June 7, 2010

Forget the forest, scientists say—pre-humans lived in savannahs

Pre-humans in East Africa 4.4 million years ago lived among grassy, tree-studded plains, not in the forests, according to a new study.

The finding by a multi-university team of scientists adds new fuel to the debate over why early humanlike species came down out of the trees and began walking on two legs.

The team’s conclusion that Ardipithecus ramidus lived in a savanna environment directly contradicts that of University of California, Berkeley’s Tim White, whose team found the first A. ramidus fossils in 1992 and 1993.

White argues that A. ramidus’s world—and that of Ardi, an individual female whose skeleton was discovered in Ethiopia in 1994—was dominated by trees.

“Our team examined the data published by White and his colleagues last October,” says Johns Hopkins University earth scientist Naomi Levin, “and found that their data does not support their conclusion that Ardipithecus ramidus lived exclusively in woodlands and forest patches.”

Levin is one of eight geologists and anthropologists from seven universities—led by Thure Cerling of the University of Utah—who recently published their conclusions in the journal Science.

“The White team’s papers stress the wooded nature of A. ramidus’s environment and say specifically that Ardi did not live in a savanna,” Levin says. “Yet, the actual data they present are consistent with exactly that: a savanna environment with a mix of grasses and trees.”

The dispute is an important one because the claim that Ardi lived in woodlands and forest patches has been used to try to debunk a long-standing view of human evolution known as the “savanna hypothesis.”

According to that premise, the expansion of savannas—grassy plains dotted with trees and shrubs—into what had been forest lands prompted apelike pre-humans to descend from trees and begin walking upright. They would have had to do so, proponents of this view believe, to find food more efficiently or to reach other trees for resources or shelter.

Cerling’s team believes that tropical grasses accounted for between 40 percent and 60 percent of the biomass in Ardi’s world. The scientists reached that conclusion using the White team’s own data, collected from ancient soils, plant fossils and other remains in the area known as Aramis in what is now Ethiopia.

Levin, an assistant professor of earth and planetary sciences at Johns Hopkins, says that resolving the issue is important. If scientists are to evaluate accurately the environmental pressures that influenced the course of human evolution, she says, they clearly must understand the environment itself.

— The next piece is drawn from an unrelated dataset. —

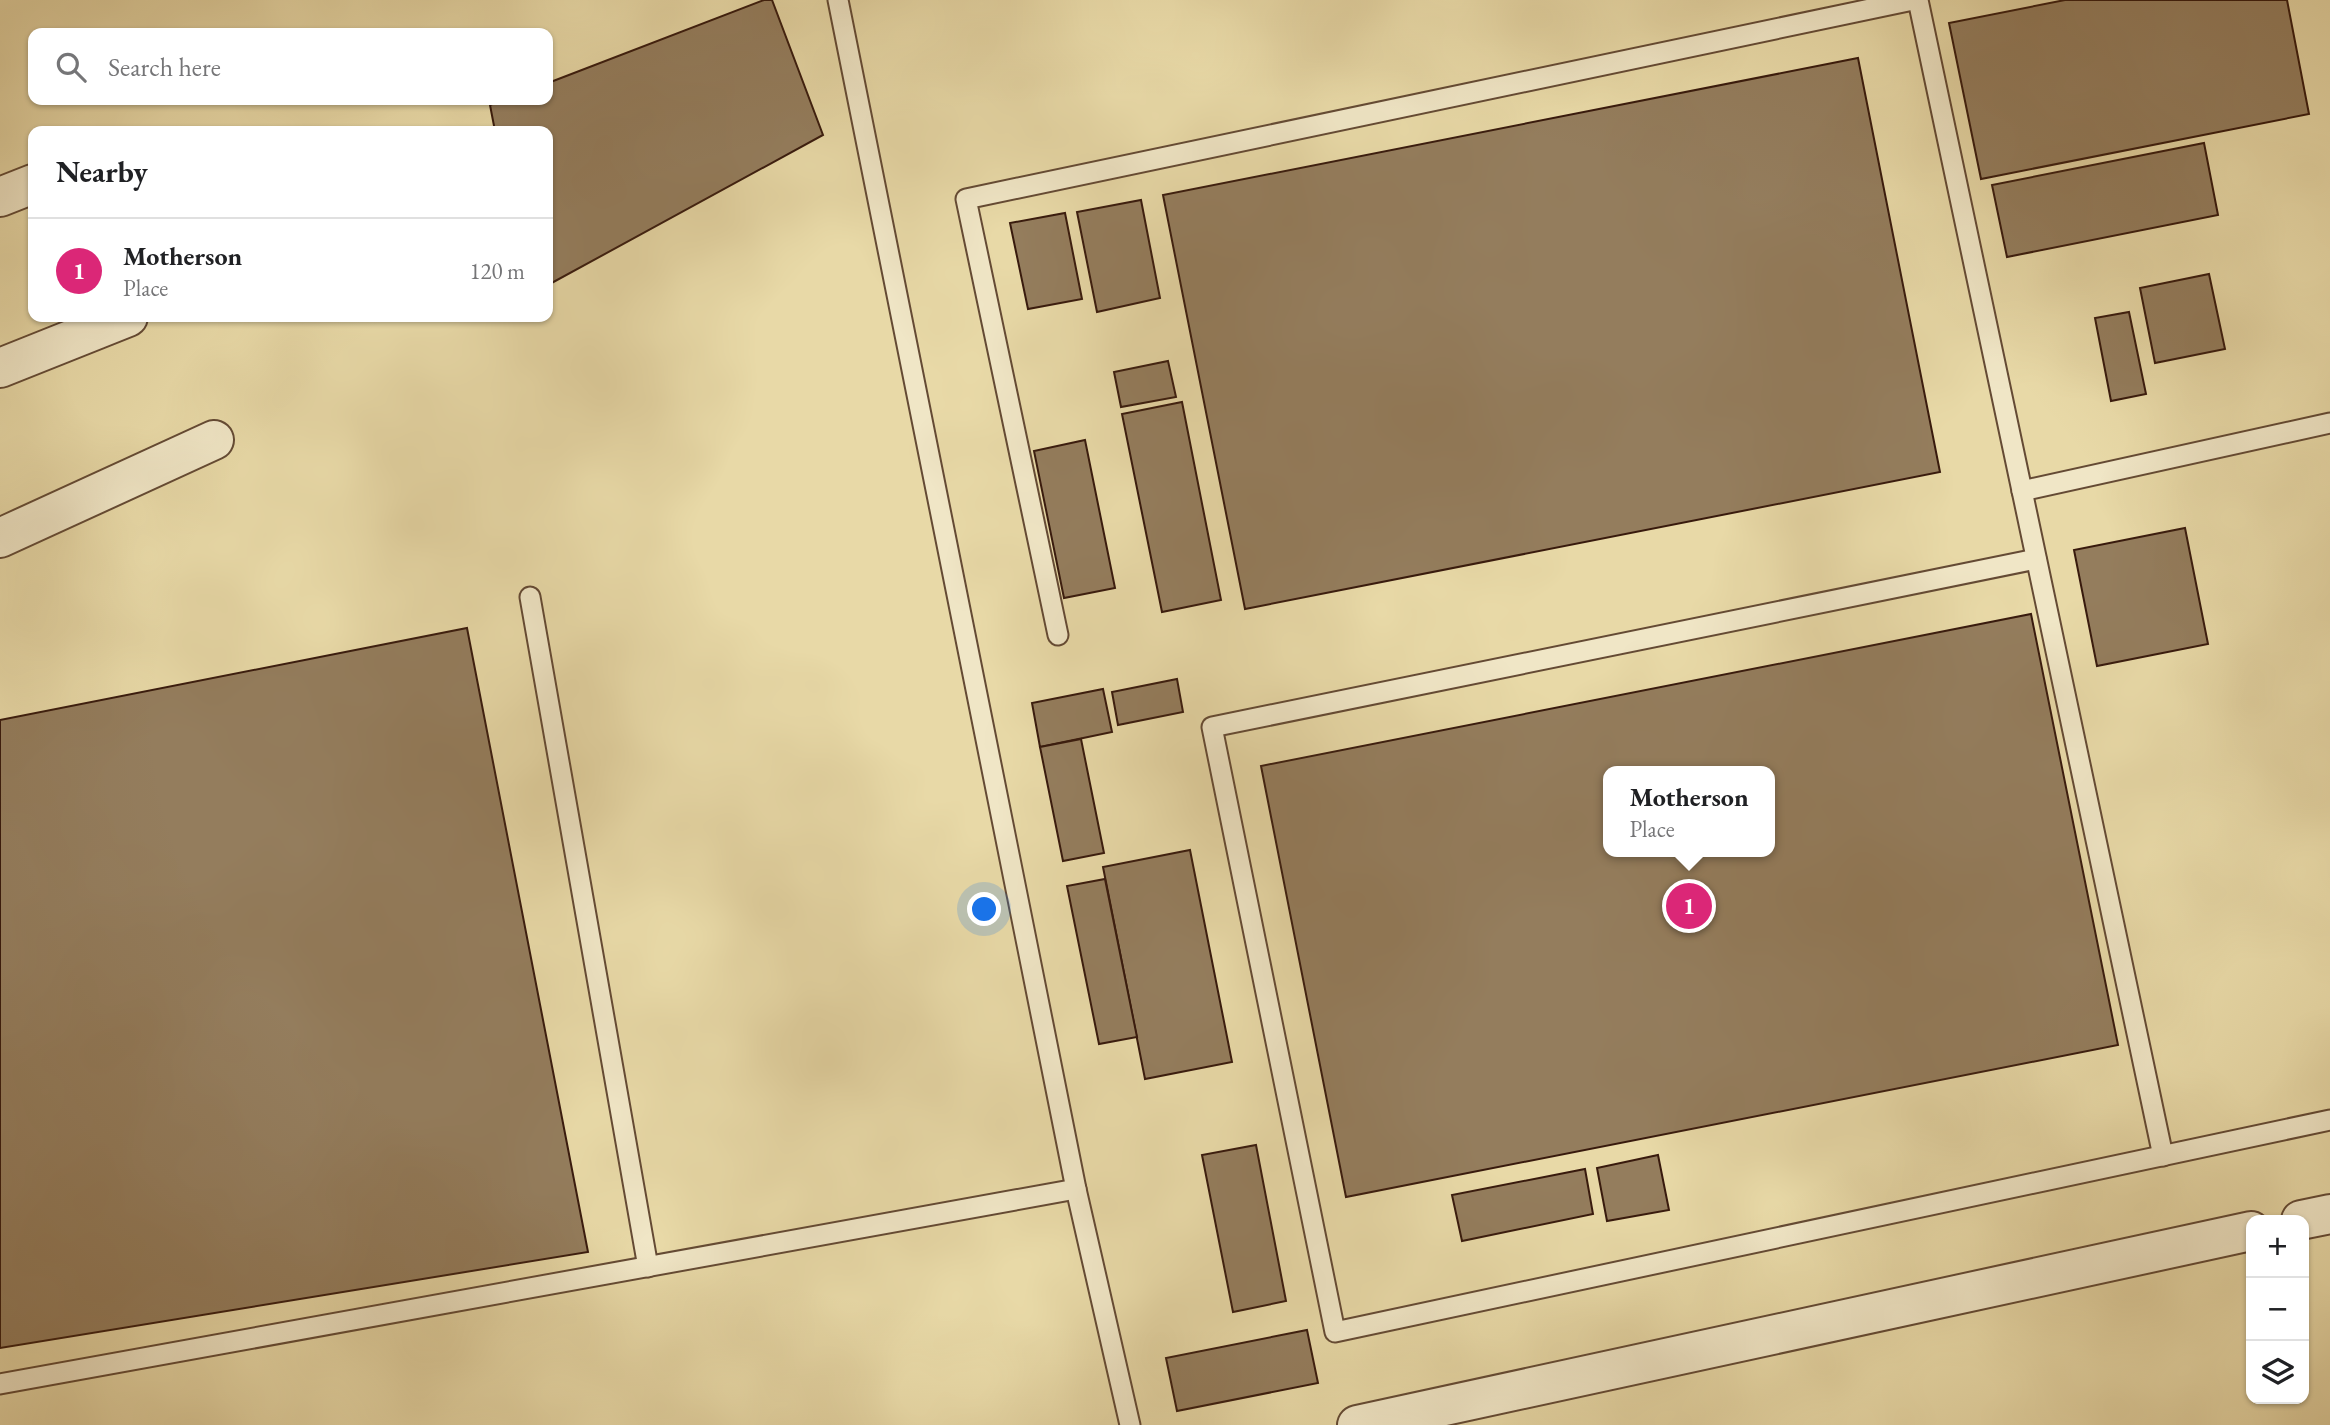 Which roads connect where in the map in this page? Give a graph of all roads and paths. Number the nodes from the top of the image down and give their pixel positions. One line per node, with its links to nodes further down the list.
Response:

It appears from the White team’s years of study of A. ramidus and of Ardi—who stood about four feet tall and had a brain less than a quarter of the size of a modern human’s—that they were “at ease” both walking upright on the ground and moving on all fours through the trees, Levin says.

If Ardi and her contemporaries did walk upright despite living in forests where open grassland was rare, then the savanna hypothesis is wrong, she says.

On the other hand, she says, if the broader habitat of A. ramidus included savannas, “then we cannot rule out the possibility that open environments played an important role in human origins and, in particular, in the origins of upright walking.”